Widhelm enters at the hospital’s staff door and exchanges her personal items for a surgical mask. Her expertise is occupational therapy — she supervises rehab — but now she spends the first chunk of her 11-hour shift screening incoming patients.
At one of Bergan’s six increasingly secure entrances, Widhelm settles in behind a table stocked with sanitizer. When the first patient walks through the automatic door, Widhelm greets the elderly man with a smile. Then she asks the first question on a COVID-19 checklist she knows by heart.
“Have you experienced any fevers or chills?”
• • •
On Omaha’s riverfront, five college girls enter an empty parking lot and spill out of a white sedan. They put on their coats and stocking caps and hike shoulder to shoulder toward the Bob Kerrey Pedestrian Bridge.
Their purpose? Adventure.
COVID-19 cost two of them part-time jobs this month. It cost them all a second semester and spring break trips.

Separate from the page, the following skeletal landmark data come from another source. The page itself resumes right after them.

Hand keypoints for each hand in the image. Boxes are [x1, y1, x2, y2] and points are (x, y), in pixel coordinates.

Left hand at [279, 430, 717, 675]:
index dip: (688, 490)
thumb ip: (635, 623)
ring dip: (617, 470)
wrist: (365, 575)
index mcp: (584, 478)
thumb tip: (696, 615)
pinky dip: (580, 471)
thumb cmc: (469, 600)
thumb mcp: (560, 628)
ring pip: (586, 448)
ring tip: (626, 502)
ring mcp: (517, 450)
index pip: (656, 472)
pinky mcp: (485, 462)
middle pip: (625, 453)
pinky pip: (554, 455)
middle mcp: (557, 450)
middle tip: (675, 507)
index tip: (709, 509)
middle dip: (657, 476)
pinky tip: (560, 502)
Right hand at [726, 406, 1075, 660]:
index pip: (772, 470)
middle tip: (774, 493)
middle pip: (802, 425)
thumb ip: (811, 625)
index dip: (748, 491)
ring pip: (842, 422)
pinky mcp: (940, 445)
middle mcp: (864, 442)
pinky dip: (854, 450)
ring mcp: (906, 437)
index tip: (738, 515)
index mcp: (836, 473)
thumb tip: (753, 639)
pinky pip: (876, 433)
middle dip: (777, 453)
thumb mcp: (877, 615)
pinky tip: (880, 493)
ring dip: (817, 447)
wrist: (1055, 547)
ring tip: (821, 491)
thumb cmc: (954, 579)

Olivia McMahon was supposed to fly out to Arizona today. Sarah Harrison booked tickets for Denmark, Ireland and Italy. Yikes. When her trip got canceled, Harrison considered joining her church group in Texas. Sorry. How ’bout California for her friend’s wedding?

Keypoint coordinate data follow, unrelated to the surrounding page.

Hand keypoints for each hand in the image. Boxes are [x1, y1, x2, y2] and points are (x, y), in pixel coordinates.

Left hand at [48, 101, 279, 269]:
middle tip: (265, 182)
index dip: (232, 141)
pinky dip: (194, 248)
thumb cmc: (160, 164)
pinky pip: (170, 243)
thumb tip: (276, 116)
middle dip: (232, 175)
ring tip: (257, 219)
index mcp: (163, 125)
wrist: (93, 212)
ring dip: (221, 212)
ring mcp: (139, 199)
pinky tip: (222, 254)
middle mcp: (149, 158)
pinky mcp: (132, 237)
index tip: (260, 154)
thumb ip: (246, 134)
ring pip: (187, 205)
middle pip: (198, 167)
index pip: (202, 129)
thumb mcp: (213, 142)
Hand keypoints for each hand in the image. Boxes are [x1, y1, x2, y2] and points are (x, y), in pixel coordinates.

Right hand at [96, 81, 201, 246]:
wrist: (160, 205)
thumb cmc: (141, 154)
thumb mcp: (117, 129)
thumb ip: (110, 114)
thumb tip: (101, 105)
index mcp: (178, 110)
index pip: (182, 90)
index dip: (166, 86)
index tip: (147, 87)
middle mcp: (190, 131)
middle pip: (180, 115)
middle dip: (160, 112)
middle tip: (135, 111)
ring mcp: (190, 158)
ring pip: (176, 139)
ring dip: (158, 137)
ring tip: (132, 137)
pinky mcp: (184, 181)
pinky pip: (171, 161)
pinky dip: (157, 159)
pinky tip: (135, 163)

“That was a no,” Harrison said.
A mile away, at Eppley Airfield’s north terminal, the 7 a.m. security line should be backed up to the Scooter’s booth. Some 300 passengers per hour should be flowing through the checkpoint. Instead, the Scooter’s manager has seen just two passengers all morning.
Southwest 2531 to San Jose? Canceled.
Delta 2003 to Atlanta? Canceled.
American 2540 to Dallas-Fort Worth? Canceled.

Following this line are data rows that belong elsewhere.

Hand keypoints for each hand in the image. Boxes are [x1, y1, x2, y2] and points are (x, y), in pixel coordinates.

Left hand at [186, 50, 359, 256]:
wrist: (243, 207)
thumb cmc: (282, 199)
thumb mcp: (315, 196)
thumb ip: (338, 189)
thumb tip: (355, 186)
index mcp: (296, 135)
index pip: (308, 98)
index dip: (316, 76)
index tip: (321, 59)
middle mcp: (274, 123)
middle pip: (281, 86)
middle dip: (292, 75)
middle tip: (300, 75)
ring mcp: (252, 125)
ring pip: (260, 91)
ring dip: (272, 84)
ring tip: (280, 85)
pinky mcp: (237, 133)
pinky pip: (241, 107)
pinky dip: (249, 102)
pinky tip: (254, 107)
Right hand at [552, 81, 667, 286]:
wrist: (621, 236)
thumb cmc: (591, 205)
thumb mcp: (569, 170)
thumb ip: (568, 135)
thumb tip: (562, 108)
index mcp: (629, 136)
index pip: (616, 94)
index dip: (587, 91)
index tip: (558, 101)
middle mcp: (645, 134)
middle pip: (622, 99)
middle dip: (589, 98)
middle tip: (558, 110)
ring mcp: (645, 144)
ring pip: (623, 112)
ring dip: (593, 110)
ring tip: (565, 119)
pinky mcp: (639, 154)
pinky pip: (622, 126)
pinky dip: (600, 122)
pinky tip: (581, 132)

So the five college girls hunker down in Omaha, social distancing from most everyone except each other. If one of them has the virus, they figure they all have it. And surely a dawn trip to the riverfront can’t hurt anything.
At 7:24, they reach the crest of the bridge, where a sign documents the Missouri River’s history of change, where a bright orange ball should’ve warmed their faces. Instead, their noses are cold and they can’t see a thing.
“We were trying to watch a sunrise,” McMahon says. “The forecast looked promising!”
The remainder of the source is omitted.